Finally, a way to work burgers into Thanksgiving dinner.
Whether you call it stuffing or dressing, whether you make it with white, sourdough, rye, or cornbread, and whether you cook it inside or outside the cavity of a turkey, the bready side-dish is, in my opinion, the unsung hero of Thanksgiving dinner. Part of stuffing’s appeal is its ability to sneak in some alternative meats into the mix, whether they be sausage, ham, or oysters. So hey, why not burgers? And if we’re going there, why not White Castle burgers? Of course, nothing is new under the sun. Someone has already thought about making White Castle slider stuffing, and there’s even an official recipe.
According to White Castle, the recipe “was first published in 1991 after a team member had the idea to enhance her grandmother’s family stuffing recipe with a sack of Sliders.” Bold move? Putting burgers in your stuffing. Bolder move? Trying to improve on grandma’s stuffing.
So yes, that means the recipe has been sitting quietly on the White Castle website for some time. A White Castle representative told me the recipe was offline for a while (I mean, it was created in 1991 when the internet was only populated by the nerdiest among us nerds), but yes, you could have been enjoying this dish as part of your bountiful banquet this whole time.
As I thought about it, using White Castle burgers (particularly their squishy buns) as stuffing makes a lot of sense if you’re aim is to get your stuffing as close to savory bread pudding as possible (which mine surely is). The roll texture will easily sop up stock and seasoning while the beef provides onion notes, saltiness, and the meatiness you’d get in a sausage stuffing. And with White Castle's Impossible Slider, it would seem this dish has the potential to even go vegan.
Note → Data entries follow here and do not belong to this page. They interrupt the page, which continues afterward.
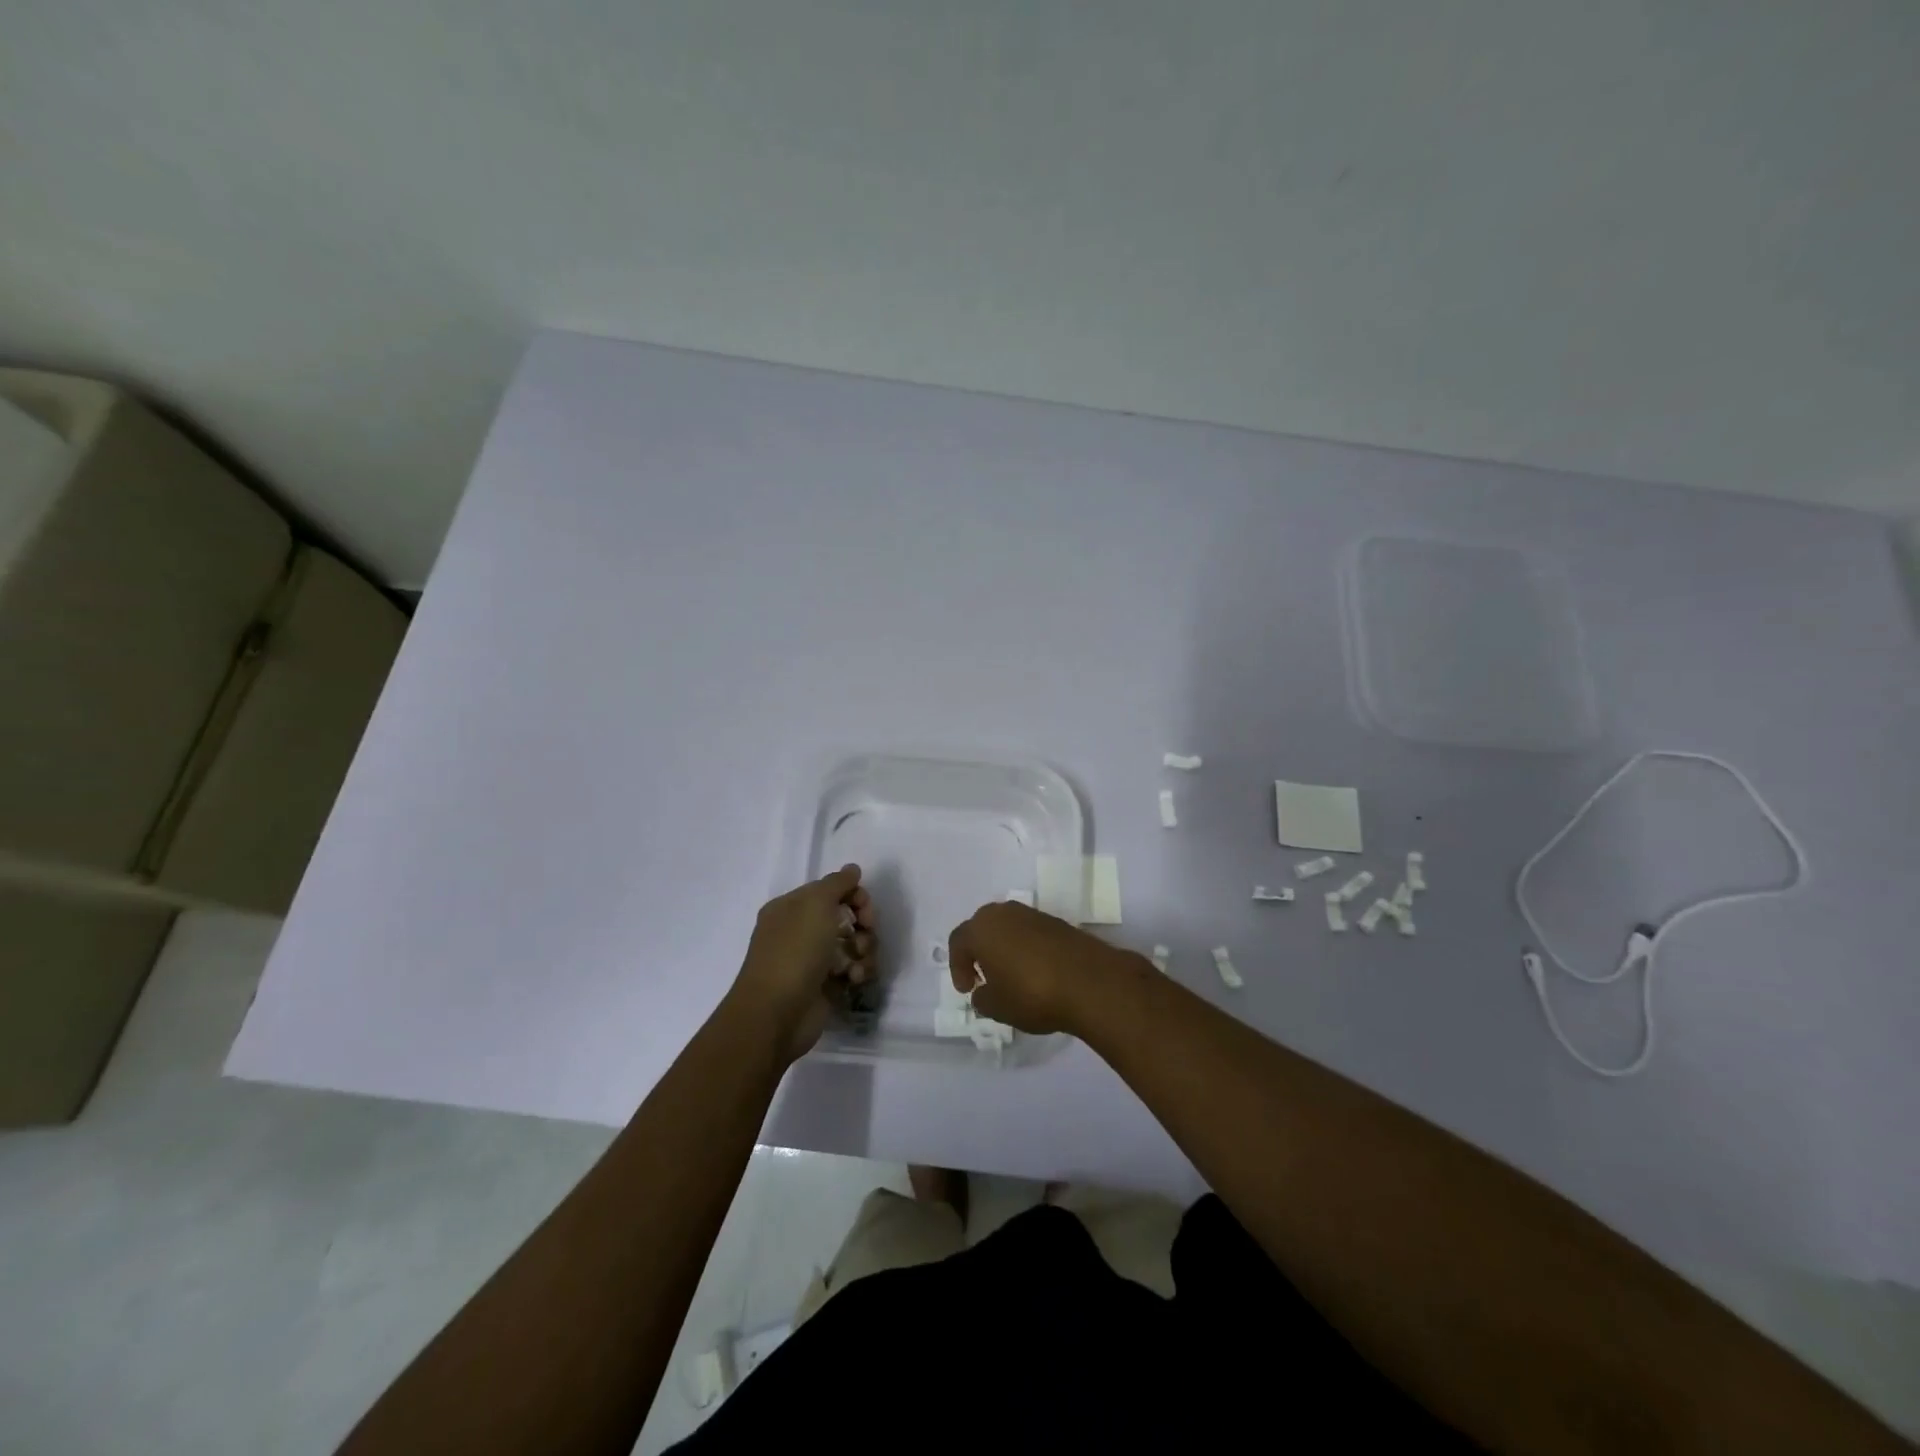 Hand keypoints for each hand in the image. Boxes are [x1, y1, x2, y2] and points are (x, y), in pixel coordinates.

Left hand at [728, 864, 875, 1063]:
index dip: (854, 896)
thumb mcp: (815, 905)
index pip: (831, 890)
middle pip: (846, 917)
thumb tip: (852, 869)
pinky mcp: (826, 987)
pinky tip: (855, 979)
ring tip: (858, 964)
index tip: (866, 909)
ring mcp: (814, 960)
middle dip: (863, 925)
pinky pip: (853, 970)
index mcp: (792, 908)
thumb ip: (838, 883)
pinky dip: (859, 972)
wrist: (776, 1014)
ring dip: (864, 950)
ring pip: (853, 945)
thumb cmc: (794, 952)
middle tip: (865, 934)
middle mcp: (801, 931)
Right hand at [945, 901, 1132, 1034]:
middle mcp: (1004, 913)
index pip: (958, 941)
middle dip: (979, 952)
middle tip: (984, 977)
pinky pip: (1030, 932)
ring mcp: (1032, 914)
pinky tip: (1035, 971)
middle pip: (982, 928)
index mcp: (981, 928)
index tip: (967, 989)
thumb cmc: (1031, 993)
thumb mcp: (997, 1006)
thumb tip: (983, 992)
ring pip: (1007, 928)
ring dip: (1004, 948)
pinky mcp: (1057, 922)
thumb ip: (982, 998)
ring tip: (1011, 975)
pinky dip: (1026, 948)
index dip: (958, 967)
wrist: (1089, 981)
The full recipe is available on the White Castle recipe page (yes, White Castle has a recipe page), but here’s the gist:
Order about a dozen White Castle sliders, sans pickles (or, alternatively, grab the frozen variety from the grocery store and cook them up). Tear them into pieces, pretty much the way you would cube the bread for more, uh, traditional stuffing. Then it’s a pretty standard slate of ingredients: diced celery, thyme, sage, black pepper, and a little chicken stock (for stuffing the bird) or a cup of chicken stock for a casserole-style side dish, which is then baked off as you normally would for any other stuffing.
Perhaps the most surprising part about the recipe is how easy it is to scale based on the size of your turkey: One slider for every pound. When’s the last time you ordered a sack of White Castle sliders based on the weight of some poultry?